Well you could try changing his daughters contact name on his phone to" Evil Witch " and then sit back and see how funny he thinks this is... 

 

 

Winterglow's picture

Sounds like he's immature enough to find that funny too so how about Brainless Idiot Teen. You might even start referring to her as BIT ... and remind him who it is every time he asks.

Mky0005's picture

Ugly SD is coming back next weekend (Thurs-Mon) for  visit for my baby's first birthday.  My parents are coming too but staying at a hotel.  Rude SD will stay at my house.  Please give me ideas and strength /encouragement for when she starts name calling, antagonizing, and being rude!! She's awful to me and my 3 year old, not so much to the 1 year old (not yet anyway). I'm DREADING IT!!!! 

Rags's picture

He can start seeing his failed family progeny outside of your home away from you, your children, your parents, etc...

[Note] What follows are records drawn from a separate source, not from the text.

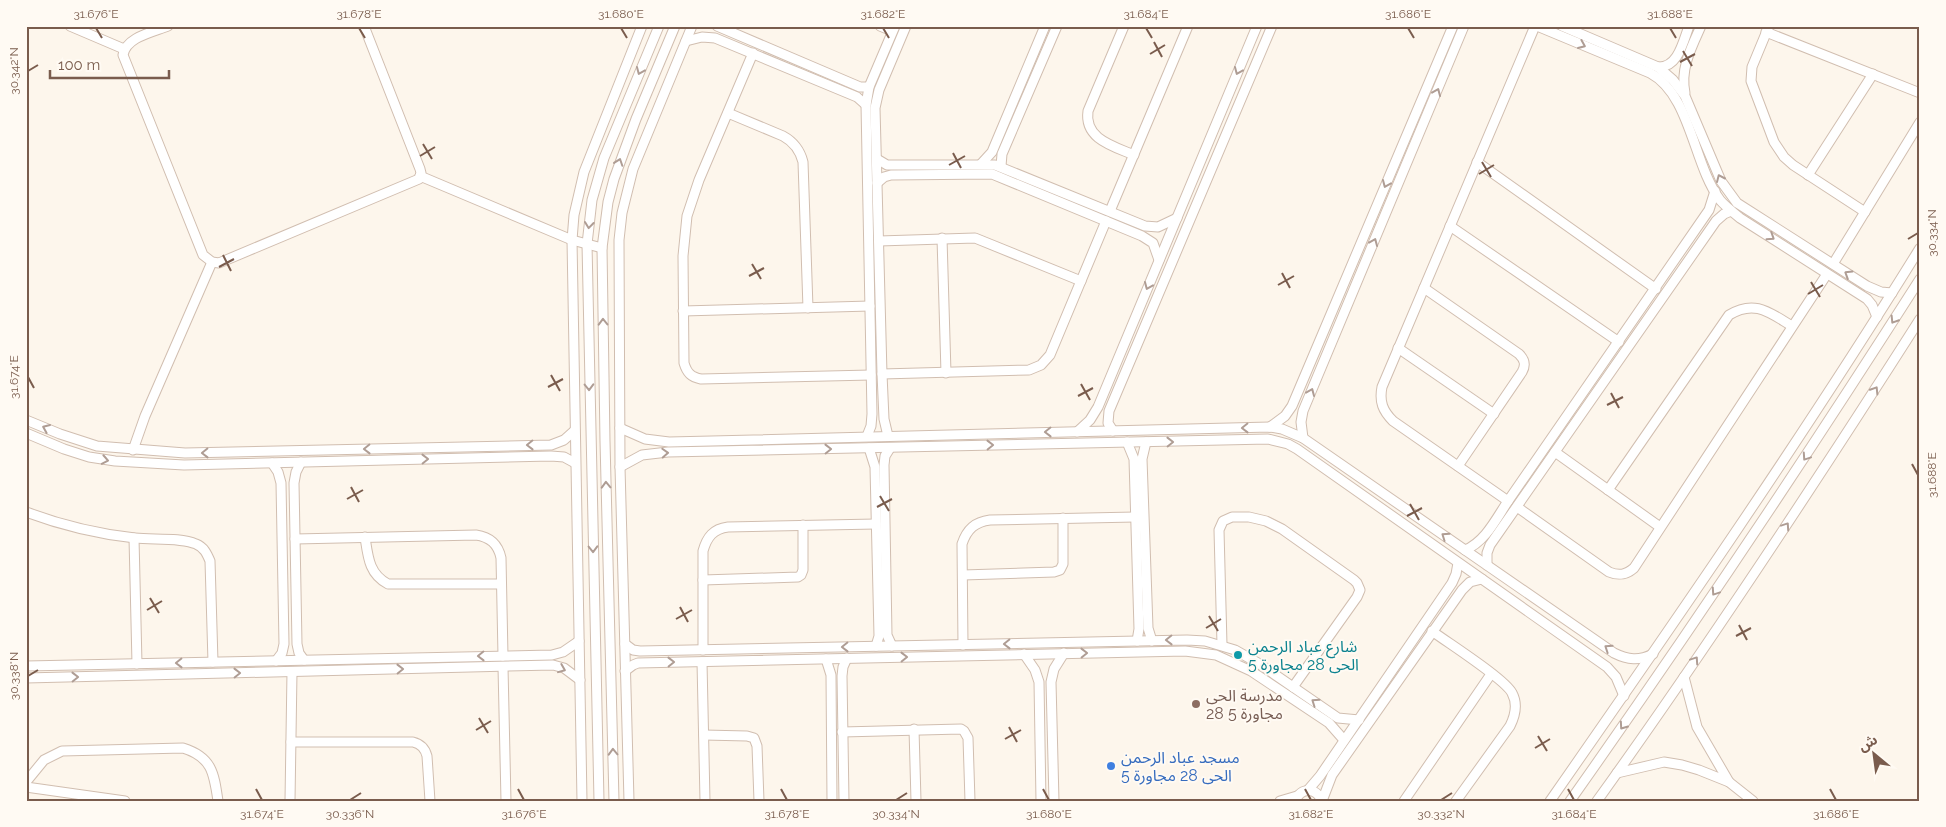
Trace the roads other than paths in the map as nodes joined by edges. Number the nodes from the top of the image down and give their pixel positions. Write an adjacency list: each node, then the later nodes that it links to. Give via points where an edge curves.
1 (70, 26): 26 (street)
2 (168, 26): 26 (street, via 132,41)
3 (364, 26): 47 (street)
4 (642, 26): 58 (street, via 584,172)
5 (659, 26): 60 (street, one-way to 60, via 604,158 592,200)
6 (675, 26): 61 (street, one-way to 6, via 614,178)
7 (692, 26): 25 (street)
8 (717, 26): 31 (street, via 860,87)
9 (880, 26): 23 (street)
10 (906, 26): 40 (street, via 877,96)
11 (1045, 26): 42 (street, via 992,152)
12 (1057, 26): 44 (street, via 1002,154)
13 (1124, 26): 39 (street, via 1087,117 1089,128 1097,138)
14 (1188, 26): 39 (street)
15 (1257, 26): 53 (street, one-way to 53)
16 (1272, 26): 92 (street, via 1109,411 1108,423)
17 (1452, 26): 43 (street)
18 (1464, 26): 45 (street, one-way to 18)
19 (1536, 26): 28 (street, one-way to 28); 41 (street)
20 (1562, 26): 28 (street)
21 (1689, 26): 29 (street, via 1675,60 1671,65)
22 (1701, 26): 33 (street, via 1683,70)
23 (893, 29): 31 (street)
24 (1768, 29): 30 (street); 46 (street, via 1752,67 1752,88 1777,148 1788,161)
25 (686, 41): 27 (street, via 711,37); 90 (street, via 633,169 622,213 619,248)
26 (124, 49): 64 (street, via 125,61 203,255)
27 (753, 54): 34 (street, via 857,98); 35 (street)
28 (1620, 56): 29 (street); 38 (street, via 1665,83 1676,99)
29 (1658, 68): 33 (street)
30 (1873, 74): 32 (street); 46 (street)
31 (869, 87): 34 (street)
32 (1920, 93)
33 (1685, 96): 37 (street)
34 (866, 105): 74 (street)
35 (728, 113): 75 (street, via 783,136 801,154); 76 (street, via 687,216)
36 (1920, 122): 52 (street)
37 (1706, 145): 38 (street); 55 (street, one-way to 37, via 1725,189)
38 (1697, 148): 49 (street)
39 (1134, 155): 50 (street)
40 (877, 159): 42 (street, via 886,165); 48 (street)
41 (1477, 162): 56 (street); 71 (street)
42 (981, 164): 44 (street)
43 (1394, 165): 45 (street); 89 (street, one-way to 89, via 1292,406)
44 (1001, 166): 50 (street)
45 (1404, 170): 98 (street, one-way to 45, via 1303,411)
46 (1808, 175): 52 (street)
47 (420, 176): 58 (street); 64 (street, via 416,181 223,262)
48 (877, 183): 54 (street, via 891,175 992,174); 59 (street)
49 (1715, 191): 51 (street); 71 (street, via 1709,210)
50 (1110, 211): 53 (street, via 1151,227)
51 (1732, 211): 55 (street); 107 (street, via 1716,221)
52 (1865, 212): 65 (street)
53 (1177, 218): 63 (street)
54 (1106, 221): 63 (street, via 1148,239); 68 (street)
55 (1757, 223): 65 (street); 66 (street, one-way to 66)
56 (1450, 226): 70 (street); 80 (street)
57 (942, 238): 59 (street); 68 (street, via 985,240); 82 (street)
58 (572, 240): 60 (street); 91 (street)
59 (879, 241): 83 (street)
60 (587, 244): 61 (street); 101 (street, one-way to 101)
61 (602, 248): 188 (street, one-way to 61)
62 (1920, 248): 72 (street)
63 (1159, 260): 93 (street, one-way to 93, via 1098,407)
64 (212, 262): 106 (street)
65 (1833, 264): 69 (street, one-way to 65)
66 (1827, 274): 73 (street); 79 (street)
67 (1920, 279): 180 (street, one-way to 180, via 1708,603)
68 (1081, 280): 82 (street, via 1050,355 1041,365 1029,370)
69 (1867, 286): 72 (street); 73 (street)
70 (1424, 288): 81 (street); 87 (street, via 1524,360 1524,369)
71 (1656, 289): 80 (street)
72 (1892, 293): 77 (street)
73 (1861, 295): 77 (street, via 1870,302)
74 (870, 306): 75 (street); 84 (street)
75 (808, 308): 76 (street)
76 (683, 311): 84 (street, via 684,363 695,378)
77 (1877, 317): 148 (street)
78 (1920, 319): 162 (street, one-way to 78)
79 (1792, 326): 115 (street, via 1758,308 1748,307 1729,316); 123 (street)
80 (1619, 342): 116 (street)
81 (1398, 348): 87 (street); 111 (street, via 1380,396 1386,415)
82 (946, 373): 83 (street)
83 (882, 374): 85 (street)
84 (871, 375): 86 (street)
85 (884, 413): 86 (street); 97 (street)
86 (872, 414): 96 (street, via 872,426)
87 (1494, 414): 111 (street)
88 (26, 420): 106 (street, one-way to 88, via 79,441)
89 (1270, 427): 92 (street, one-way to 92); 98 (street)
90 (620, 428): 96 (street, via 645,439 669,442); 112 (street)
91 (574, 431): 102 (street); 106 (street, one-way to 106, via 551,445 185,453)
92 (1113, 431): 93 (street)
93 (1077, 432): 95 (street, one-way to 95)
94 (26, 433): 109 (street, one-way to 109, via 89,457 115,461 184,465)
95 (958, 434): 97 (street); 103 (street)
96 (866, 436): 97 (street)
97 (888, 436)
98 (1304, 438): 113 (street)
99 (1127, 442): 100 (street); 103 (street, one-way to 99); 119 (street, via 1134,459)
100 (1146, 442): 114 (street, one-way to 114, via 1278,441 1297,449); 139 (street, via 1142,459 1148,628)
101 (590, 445): 102 (street); 187 (street, one-way to 187)
102 (574, 446): 110 (street)
103 (960, 446): 105 (street)
104 (869, 448): 105 (street); 112 (street, one-way to 104, via 652,453); 121 (street, via 875,467)
105 (890, 448): 144 (street, via 884,465 887,635)
106 (133, 450)
107 (1555, 452): 115 (street); 117 (street)
108 (301, 462): 109 (street); 110 (street, one-way to 110, via 551,456 564,457); 126 (street, via 294,483)
109 (272, 463): 153 (street, via 281,483 284,644)
110 (575, 463): 137 (street)
111 (1458, 466): 116 (street)
112 (620, 467): 140 (street)
113 (1357, 475): 114 (street); 129 (street, one-way to 113)
114 (1349, 486): 130 (street)
115 (1608, 490): 123 (street)
116 (1508, 501): 127 (street)
117 (1517, 507): 123 (street, via 1616,574 1634,568); 128 (street)
118 (26, 512): 125 (street, via 50,521)
119 (1136, 517): 120 (street); 138 (street)
120 (1063, 518): 132 (street, via 990,520 975,524 962,544); 132 (street, via 1063,568 1058,572)
121 (876, 524): 122 (street); 143 (street, via 879,636)
122 (803, 525): 134 (street, via 728,527 714,531 705,542); 134 (street, via 801,576)
123 (1660, 527)
124 (365, 537): 126 (street); 135 (street, via 372,571 388,584); 135 (street, via 484,536 496,544 499,551)
125 (134, 538): 154 (street, via 194,543 204,550 210,562); 156 (street)
126 (295, 539): 152 (street, via 297,644)
127 (1482, 539): 128 (street); 129 (street)
128 (1490, 545): 131 (street, via 1486,553)
129 (1465, 550): 131 (street)
130 (1458, 562): 133 (street); 167 (street, via 1452,584)
131 (1487, 565): 148 (street, one-way to 131, via 1631,659 1614,653)
132 (963, 575): 141 (street)
133 (1482, 579): 136 (street, via 1466,586); 166 (street, via 1607,667)
134 (703, 580): 145 (street)
135 (502, 584): 149 (street)
136 (1432, 632): 161 (street); 199 (street, via 1332,775)
137 (579, 641): 149 (street, via 558,654); 164 (street)
138 (1137, 641): 139 (street); 141 (street, one-way to 141)
139 (1152, 641): 142 (street, one-way to 139, via 1187,640)
140 (625, 644): 145 (street, via 637,651); 159 (street)
141 (963, 645): 144 (street)
142 (1222, 645): 165 (street, via 1247,656); 165 (street, via 1220,525 1232,517 1266,521 1354,580 1360,590)
143 (876, 646): 144 (street); 145 (street, one-way to 145)
144 (892, 646)
145 (703, 650)
146 (1064, 653): 147 (street); 171 (street, one-way to 171, via 1185,650 1216,655 1244,667 1290,697 1329,723); 197 (street, via 1054,669 1052,682)
147 (1024, 654): 150 (street, one-way to 147); 196 (street, via 1039,682)
148 (1653, 654): 166 (street)
149 (503, 656): 152 (street, one-way to 152)
150 (847, 658): 151 (street); 169 (street, via 842,671)
151 (826, 659): 155 (street); 192 (street, via 831,675)
152 (304, 660): 153 (street)
153 (276, 661): 154 (street)
154 (213, 662): 156 (street, one-way to 156)
155 (702, 662): 159 (street, one-way to 155, via 638,663); 170 (street)
156 (137, 664): 157 (street)
157 (26, 666)
158 (503, 666): 160 (street, one-way to 158); 164 (street, one-way to 164, via 558,666); 185 (street)
159 (625, 671): 189 (street)
160 (292, 672): 163 (street, one-way to 160); 172 (street)
161 (1491, 674): 200 (street); 201 (street, via 1512,692 1514,718)
162 (1684, 677): 173 (street); 175 (street, via 1697,727)
163 (26, 678)
164 (580, 680): 186 (street)
165 (1293, 687): 167 (street, one-way to 165, via 1338,718)
166 (1624, 696): 176 (street)
167 (1358, 720): 171 (street)
168 (914, 729): 169 (street); 194 (street); 195 (street, via 957,728 967,734)
169 (842, 732): 193 (street)
170 (704, 735): 190 (street); 191 (street, via 754,738)
171 (1344, 740): 178 (street)
172 (291, 742): 183 (street); 184 (street, via 418,743 427,756)
173 (1617, 773): 175 (street, via 1664,762 1699,770); 203 (street)
174 (26, 782): 182 (street, via 44,760 62,751 183,748 205,759 212,770)
175 (1729, 782): 204 (street)
176 (1561, 786): 180 (street); 202 (street)
177 (26, 787): 181 (street)
178 (1308, 790): 179 (street); 199 (street, via 1315,792)
179 (1296, 798): 198 (street)
180 (1572, 798)
181 (125, 801)
182 (218, 801)
183 (290, 801)
184 (430, 801)
185 (506, 801)
186 (582, 801)
187 (599, 801)
188 (614, 801)
189 (629, 801)
190 (705, 801)
191 (759, 801)
192 (832, 801)
193 (844, 801)
194 (916, 801)
195 (970, 801)
196 (1041, 801)
197 (1054, 801)
198 (1280, 801)
199 (1322, 801)
200 (1404, 801)
201 (1456, 801)
202 (1550, 801)
203 (1597, 801)
204 (1753, 801)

There no magic words, just pre-emptive clear consequences communicated to daddy of this crap spawn that she will not be tolerate one bit if she pulls her usual crap.  He needs to man up, partner up, and parent up instead of being the spineless failed father that this failed family progeny proves that he is.

Protect yourself, protect your kids.

IMHO of course.

Mky0005's picture

Oh, I 100% agree with you. I just don't know what I'm supposed to do when he and SD gang up on me. I guess I could take my young children and go to a hotel until stepdaughter is gone. Remove us from the situation.

BanksiaRose's picture

if you and your children were forced out of your own home because of an obnoxious visitor. Not the message you want to send to your kids. I'd say, insist that your husband organises his daughter's visit around YOUR plans to be away, e.g., when you're going to visit a friend or family. Otherwise, he can book a hotel for himself and his daughter and have a little holiday.

Mky0005's picture

Well, I do agree but unfortunately, the situation is pretty atrocious lol. I'm just saying I guess if worse came to worse I could leave and do that to protect me and my kids right? I agree it's definitely not ideal. But unfortunately, my husband's behavior is not ideal and he thinks all of this is fine and no big deal and doesn't see the problem with his 18-year-old adult daughter acting like a jerk to the younger kids and to me. 

MorningMia's picture

Things to say:

1. Don't do that
2. We don't do that in this house
3. Don't be mean 
4. Stop it. Now.

And to your DH: Do something about her NOW or I WILL. 

Now, go practice in the mirror. Get those words out!